Institute of Biological Chemistry, Academia Sinica, Taipei115, Taiwan R.O.C.
Department of Chemical and Biomolecular Engineering, University of California, Los Angeles, Los Angeles, CA, 90095, USA.
Angew Chem Int Ed Engl. 2017 Aug 1;56(32):9478-9482. doi: 10.1002/anie.201705501. Epub 2017 Jul 6.
The okaramines are a class of complex indole alkaloids isolated from Penicillium and Aspergillus species. Their potent insecticidal activity arises from selectively activating glutamate-gated chloride channels (GluCls) in invertebrates, not affecting human ligand-gated anion channels. Okaramines B (1) and D (2) contain a polycyclic skeleton, including an azocine ring and an unprecedented 2-dimethyl-3-methyl-azetidine ring.

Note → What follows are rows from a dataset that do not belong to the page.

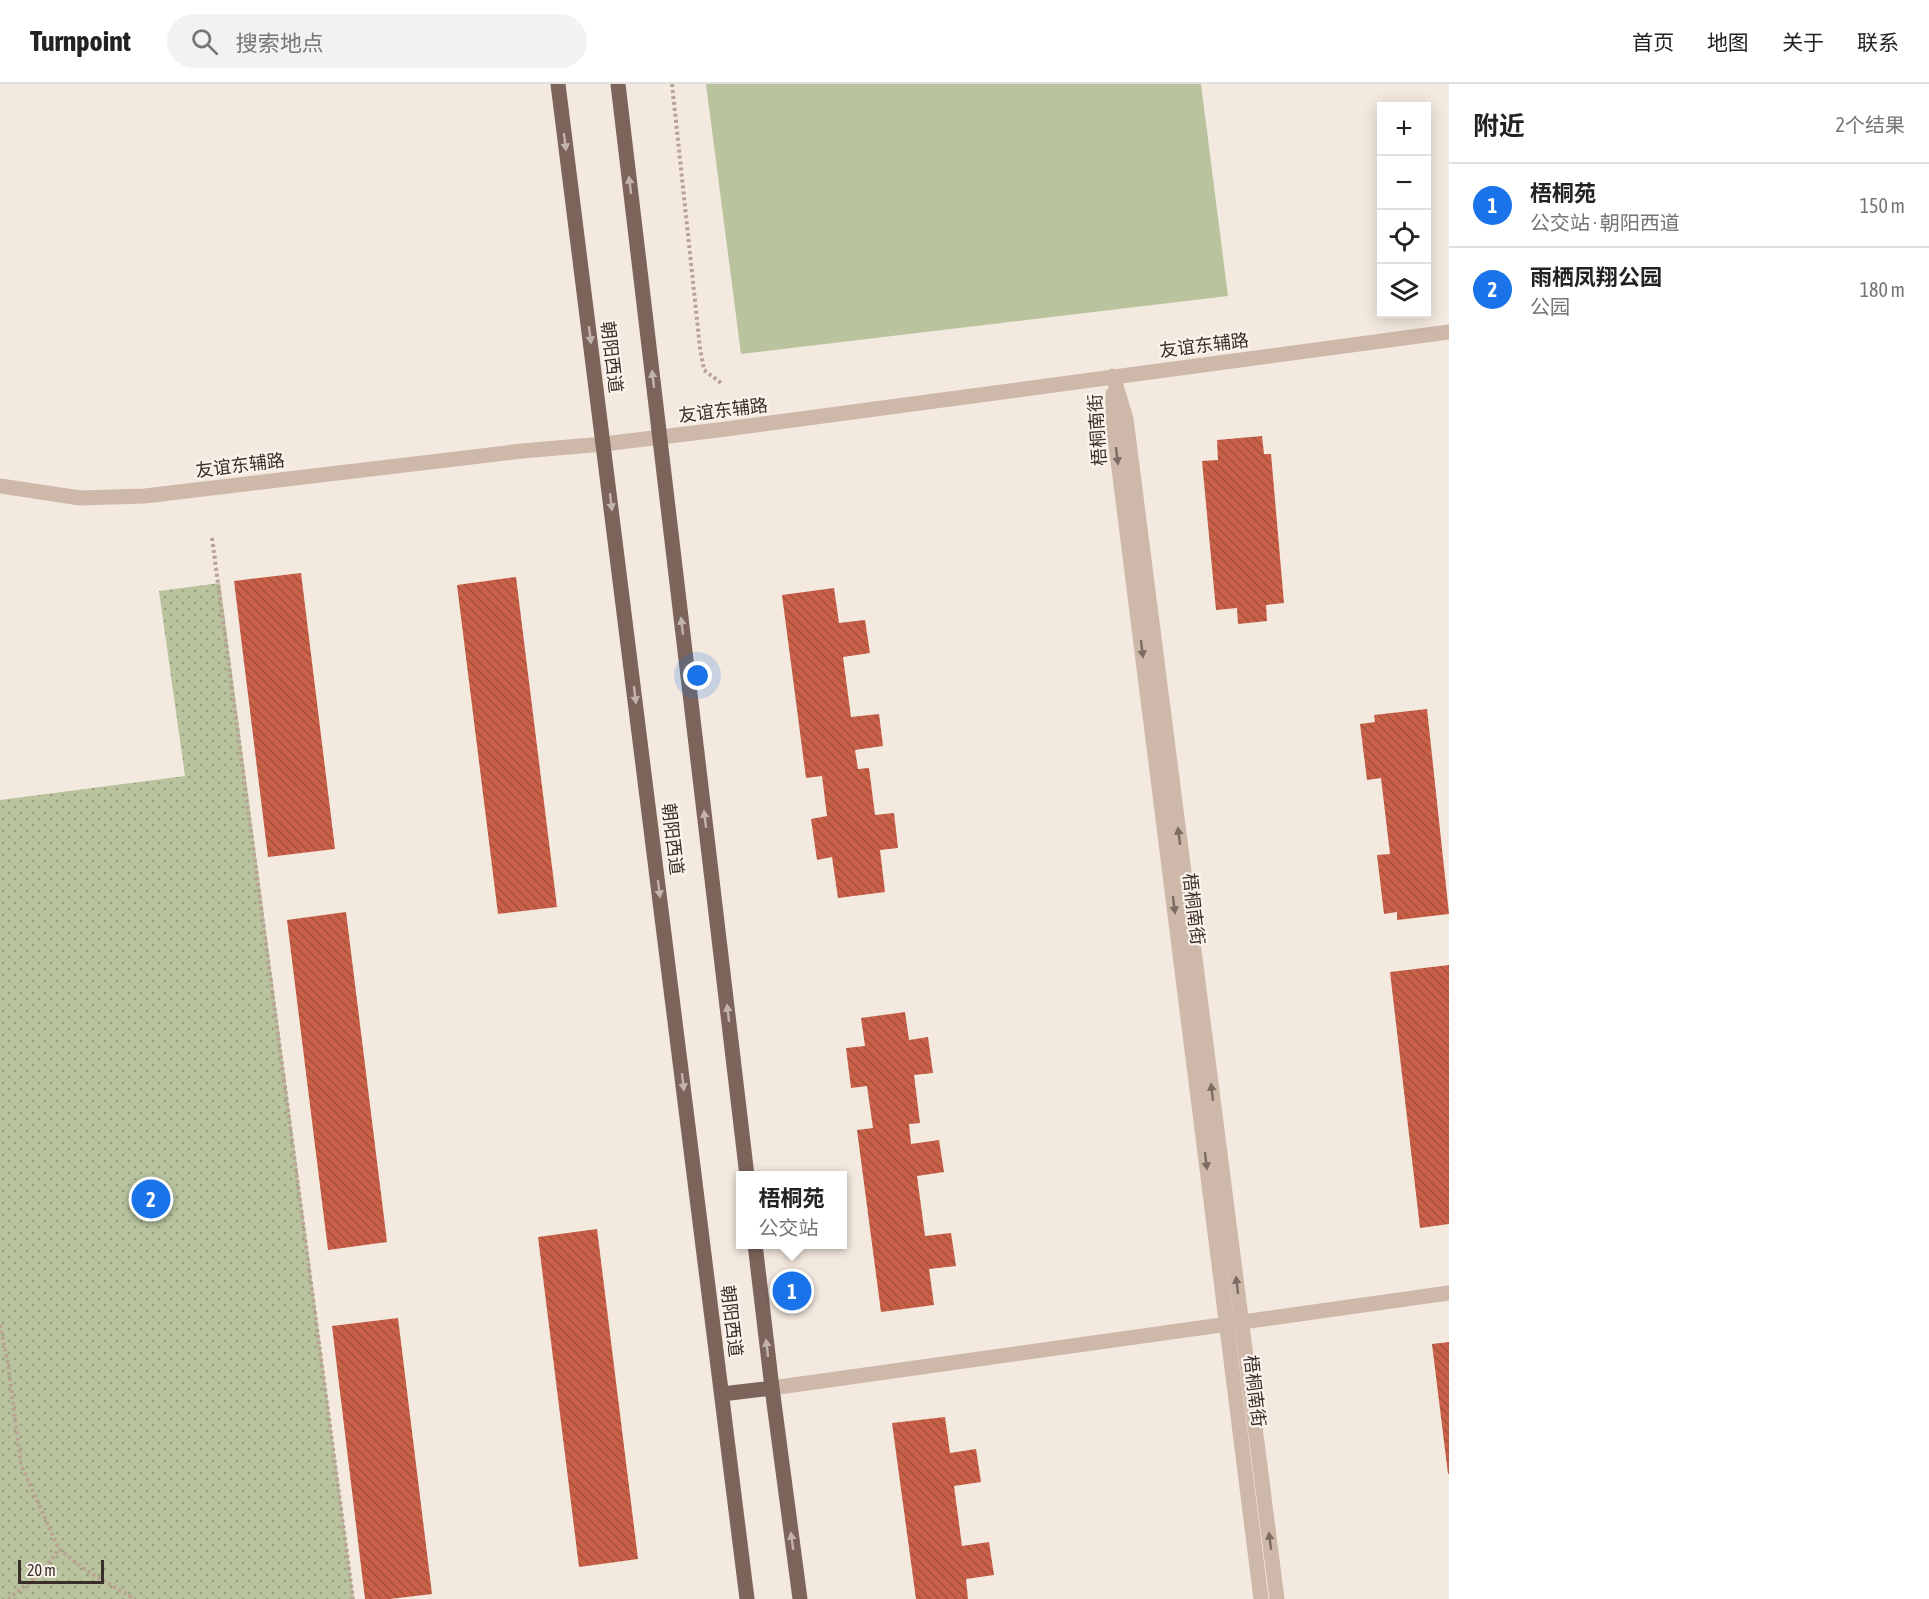 <!DOCTYPE html>
<html lang="zh">
<head>
<meta charset="utf-8">
<style>
  :root { --surface:#fff; --page:#f2f2f2; --text:#222; --muted:#767676; --line:#e0e0e0; --accent:#1a73e8 }
  body { margin:0; font-family:"Asap Condensed","Noto Sans SC",sans-serif; background:var(--page); color:var(--text) }
  .controls { position:absolute; right:18px; top:18px; display:grid; overflow:hidden; border-radius:0px; box-shadow:0 3px 15px #0003 }
  .controls button { width:54px; height:54px; display:grid; place-items:center; padding:0; border:0; border-bottom:2px solid var(--line); background:var(--surface); color:var(--text); font:30px sans-serif }
  .scale { position:absolute; left:18px; bottom:15px; width:86px; box-sizing:border-box; padding-left:6px; border:3px solid #3a2e2a; border-top:0; font-size:16px; line-height:21px; white-space:nowrap; color:#3a2e2a; -webkit-text-stroke:4px #fbf3ec; paint-order:stroke }
  .you { position:absolute; left:698px; top:592px; width:21px; height:21px; margin:-15px; border:4px solid #fff; border-radius:50%; background:#1a73e8; box-shadow:0 0 0 9px #1a73e833 }
  .badge { display:grid; place-items:center; width:39px; height:39px; border-radius:50%; background:var(--accent); color:#fff; font-size:20px; font-weight:700 }
  .pin { position:absolute; translate:-50% -50%; border:3px solid #fff; box-shadow:0 2px 6px #0006 }
  .popup { position:absolute; left:736px; top:1087px; width:111px; height:78px; box-sizing:border-box; display:grid; place-content:center; border-radius:0px; background:var(--surface); filter:drop-shadow(0 2px 4px #0005); font-size:20px; white-space:nowrap; color:var(--muted) }
  .popup b { font-size:22px; color:var(--text) }
  .popup::after { content:''; position:absolute; left:50%; top:100%; margin-left:-12px; border:12px solid transparent; border-top-color:var(--surface) }
  .list { margin:0; padding:0; list-style:none }
  h2 { display:flex; justify-content:space-between; align-items:center; height:78px; margin:0; padding:0 24px; font-size:26px }
  h2 small { font-size:20px; font-weight:400; color:var(--muted) }
  .list li { display:grid; grid-template-columns:39px 1fr auto; gap:18px; align-items:center; box-sizing:border-box; height:84px; padding:0 24px; border-top:2px solid var(--line) }
  .list b { display:block; font-size:22px; white-space:nowrap }
  .list p { margin:0; font-size:20px; white-space:nowrap; color:var(--muted) }
  .list em { font-size:20px; font-style:normal; color:var(--muted) }
  .icon { flex:none; width:33px; height:33px; fill:none; stroke:currentColor; stroke-width:2; stroke-linecap:round; stroke-linejoin:round }
  .map { position:relative; flex:none; width:1449px; height:1515px; overflow:hidden }
  header { display:flex; align-items:center; gap:36px; box-sizing:border-box; height:84px; padding:0 30px; background:var(--surface); border-bottom:2px solid var(--line) }
  header strong { font-size:28px }
  nav { display:flex; gap:33px; margin-inline-start:auto; font-size:21px }
  .search { width:420px; height:54px; background:var(--page); display:flex; align-items:center; gap:15px; box-sizing:border-box; padding:0 21px; border-radius:33px; color:var(--muted); font-size:22px }
  main { display:flex }
  aside { flex:1; background:var(--surface) }
  .map>svg:first-child { display:block }
  .grass { fill:#b9c49e }
  .park { fill:url(#park-dots) }
  .building { fill:url(#building-back-hatch) }
  .lines { fill:none; stroke-linecap:round; stroke-linejoin:round }
  .path { stroke:#b9a294; stroke-width:4; stroke-dasharray:3 3; stroke-linecap:butt }
  .minor { stroke:#cdb8aa; stroke-width:15 }
  .tertiary { stroke:#cdb8aa; stroke-width:15 }
  .primary { stroke:#7c645b; stroke-width:15 }
  .oneway { fill:#c2b3ab }
  .oneway2 { fill:#7c6c64 }
  .labels { text-anchor:middle; dominant-baseline:central; stroke-width:4.5; stroke-linejoin:round; paint-order:stroke }
  .street-label { font-size:18px; fill:#3a2e2a; stroke:#fbf3ec }
</style>
</head>
<body>
<header>
<strong>Turnpoint</strong>
<div class="search"><svg class="icon" aria-label="search" viewBox="0 0 24 24"><circle cx="10" cy="10" r="6"/><path d="M15 15l6 6"/></svg>搜索地点</div>
<nav><a>首页</a><a>地图</a><a>关于</a><a>联系</a></nav>
</header>
<main>
<div class="map">
<svg width="1449" height="1515" viewBox="0 0 1449 1515">
  <defs>
    <pattern id="park-dots" width="8" height="8" patternUnits="userSpaceOnUse" patternTransform="scale(1.5)"><rect width="8" height="8" fill="#b9c49e"/><path d="M2 2h.1M6 6h.1" fill="none" stroke="#97a081" stroke-width="1.8" stroke-linecap="round"/></pattern>
    <pattern id="building-back-hatch" width="6" height="6" patternUnits="userSpaceOnUse" patternTransform="scale(1.5)"><rect width="6" height="6" fill="#c96048"/><path d="M-1 5l2 2M0 0l6 6M5-1l2 2" fill="none" stroke="#a4503c"/></pattern>
  </defs>
  <rect width="100%" height="100%" fill="#f4e9df"/>
  <path class="grass" d="M706 0H1201L1228 212 741 270Z"/>
  <path class="park" d="M220 499 354 1515H0V716L185 692 159 507Z"/>
  <path class="building" d="M1262 352 1264 370H1271L1284 519 1266 521 1267 537 1238 540 1237 524 1216 526 1202 377 1218 376 1217 356Z
    M301 489 335 765 268 773 234 497Z
    M516 493 557 823 498 830 457 501Z
    M834 504 839 539 865 536 870 569 843 573 851 633 879 630 883 662 855 666 858 685 869 684 875 731 894 729 898 764 880 766 885 808 838 814 832 773 817 776 811 735 827 732 822 692 806 694 782 511Z
    M1427 625 1449 830 1397 836V828L1384 830 1377 771 1390 770 1381 694 1367 696 1360 640 1375 638 1374 631Z
    M346 828 387 1158 328 1166 287 836Z
    M1449 881V1140L1420 1144 1390 888Z
    M905 928 909 956 928 953 933 989 914 991 920 1039 909 1040 911 1060 939 1056 944 1088 917 1092 925 1152 951 1149 956 1182 929 1185 934 1221 881 1228 857 1046 873 1044 867 1002 851 1004 846 964 865 962 861 934Z
    M597 1145 638 1475 579 1483 538 1153Z
    M398 1234 432 1510 390 1515H365L332 1242Z
    M1449 1258V1390H1448L1432 1260Z
    M945 1333 950 1369 976 1365 981 1398 954 1402 962 1462 989 1458 994 1491 966 1495 968 1515H916L892 1339Z"/>
  <g class="lines">
    <path class="path" d="M672 0 700 264 704 286 721 299
      M212 454 353 1515
      M0 1241 8 1280 21 1381 59 1465 87 1487 135 1515
      M8 1515 40 1490 59 1465"/>
    <path class="minor" d="M1113 292 1126 335 1277 1515
      M1113 310V337L1261 1515
      M772 1304 1449 1209"/>
    <path class="tertiary" d="M0 402 80 414 145 412 522 367 604 360 726 345 1449 248"/>
    <path class="primary" d="M558 0 747 1515
      M618 0 747 1092
      M755 1160 772 1304 800 1515
      M722 1310 772 1304"/>
  </g>
  <defs><path id="oneway-solid" d="M-6-.8H1V-3.2L6.5 0L1 3.2V.8H-6Z" transform="scale(1.5)"/></defs>
  <g class="oneway">
    <use href="#oneway-solid" transform="translate(565 58) rotate(83)"/>
    <use href="#oneway-solid" transform="translate(630 101) rotate(-97)"/>
    <use href="#oneway-solid" transform="translate(590 251) rotate(83)"/>
    <use href="#oneway-solid" transform="translate(653 295) rotate(-97)"/>
    <use href="#oneway-solid" transform="translate(611 418) rotate(83)"/>
    <use href="#oneway-solid" transform="translate(682 542) rotate(-97)"/>
    <use href="#oneway-solid" transform="translate(635 611) rotate(83)"/>
    <use href="#oneway-solid" transform="translate(705 735) rotate(-97)"/>
    <use href="#oneway-solid" transform="translate(659 805) rotate(83)"/>
    <use href="#oneway-solid" transform="translate(728 929) rotate(-97)"/>
    <use href="#oneway-solid" transform="translate(683 998) rotate(83)"/>
    <use href="#oneway-solid" transform="translate(767 1264) rotate(-97)"/>
    <use href="#oneway-solid" transform="translate(792 1457) rotate(-98)"/>
  </g>
  <g class="oneway2">
    <use href="#oneway-solid" transform="translate(1117 372) rotate(83)"/>
    <use href="#oneway-solid" transform="translate(1142 565) rotate(83)"/>
    <use href="#oneway-solid" transform="translate(1179 752) rotate(-97)"/>
    <use href="#oneway-solid" transform="translate(1174 821) rotate(83)"/>
    <use href="#oneway-solid" transform="translate(1212 1008) rotate(-97)"/>
    <use href="#oneway-solid" transform="translate(1206 1077) rotate(83)"/>
    <use href="#oneway-solid" transform="translate(1237 1201) rotate(-97)"/>
    <use href="#oneway-solid" transform="translate(1270 1457) rotate(-97)"/>
  </g>
  <g class="labels">
    <g class="street-label">
      <text transform="translate(1204 261) rotate(-7)">友谊东辅路</text>
      <text transform="translate(612 273) rotate(83)">朝阳西道</text>
      <text transform="translate(723 326) rotate(-7)">友谊东辅路</text>
      <text transform="translate(1097 346) rotate(-94)">梧桐南街</text>
      <text transform="translate(240 381) rotate(-7)">友谊东辅路</text>
      <text transform="translate(673 755) rotate(83)">朝阳西道</text>
      <text transform="translate(1194 825) rotate(83)">梧桐南街</text>
      <text transform="translate(732 1237) rotate(83)">朝阳西道</text>
      <text transform="translate(1255 1307) rotate(83)">梧桐南街</text>
    </g>
  </g>
</svg>
<div class="controls">
<button>+</button>
<button>−</button>
<button><svg class="icon" aria-label="locate" viewBox="0 0 24 24"><circle cx="12" cy="12" r="6"/><path d="M12 2v4M12 18v4M2 12h4M18 12h4"/></svg></button>
<button><svg class="icon" aria-label="layers" viewBox="0 0 24 24"><path d="M12 4l9 5-9 5-9-5zM3 14l9 5 9-5"/></svg></button>
</div>
<div class="scale">20 m</div>
<div class="you"></div>
<div class="pin badge" style="left:792px;top:1207px">1</div>
<div class="popup"><b>梧桐苑</b>公交站</div>
<div class="pin badge" style="left:151px;top:1115px">2</div>
</div>
<aside>
<h2>附近<small>2个结果</small></h2>
<ul class="list">
<li><span class="badge">1</span><div><b>梧桐苑</b><p>公交站 · 朝阳西道</p></div><em>150 m</em></li>
<li><span class="badge">2</span><div><b>雨栖凤翔公园</b><p>公园</p></div><em>180 m</em></li>
</ul>
</aside>
</main>
</body>
</html>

Owing to their complex scaffold, okaramines have inspired many total synthesis efforts, but the enzymology of the okaramine biosynthetic pathway remains unexplored. Here, we identified and characterized the biosynthetic gene cluster (oka) of 1 and 2, then elucidated the pathway with target gene inactivation, heterologous reconstitution, and biochemical characterization. Notably, we characterized an α-ketoglutarate-dependent non-heme Fe dioxygenase that forged the azetidine ring on the okaramine skeleton.
奥卡胺类是一类从青霉属和曲霉属物种中分离得到的复杂吲哚生物碱。它们具有很强的杀虫活性,这是因为它们能够选择性地激活无脊椎动物中的谷氨酸门控氯离子通道(GluCls),而不会影响人类配体门控阴离子通道。奥卡胺 B(1)和 D(2)含有一个多环骨架,包括一个氮杂环辛烷环和一个前所未有的 2,3-二甲基氮杂环丁烷环。由于其复杂的支架,奥卡胺类化合物激发了许多全合成的努力,但奥卡胺生物合成途径的酶学仍未得到探索。在这里,我们鉴定并表征了 1 和 2 的生物合成基因簇(oka),然后通过靶基因失活、异源重建和生化表征阐明了途径。值得注意的是,我们表征了一个α-酮戊二酸依赖性非血红素 Fe 双加氧酶,它在奥卡胺骨架上形成氮杂环丁烷环。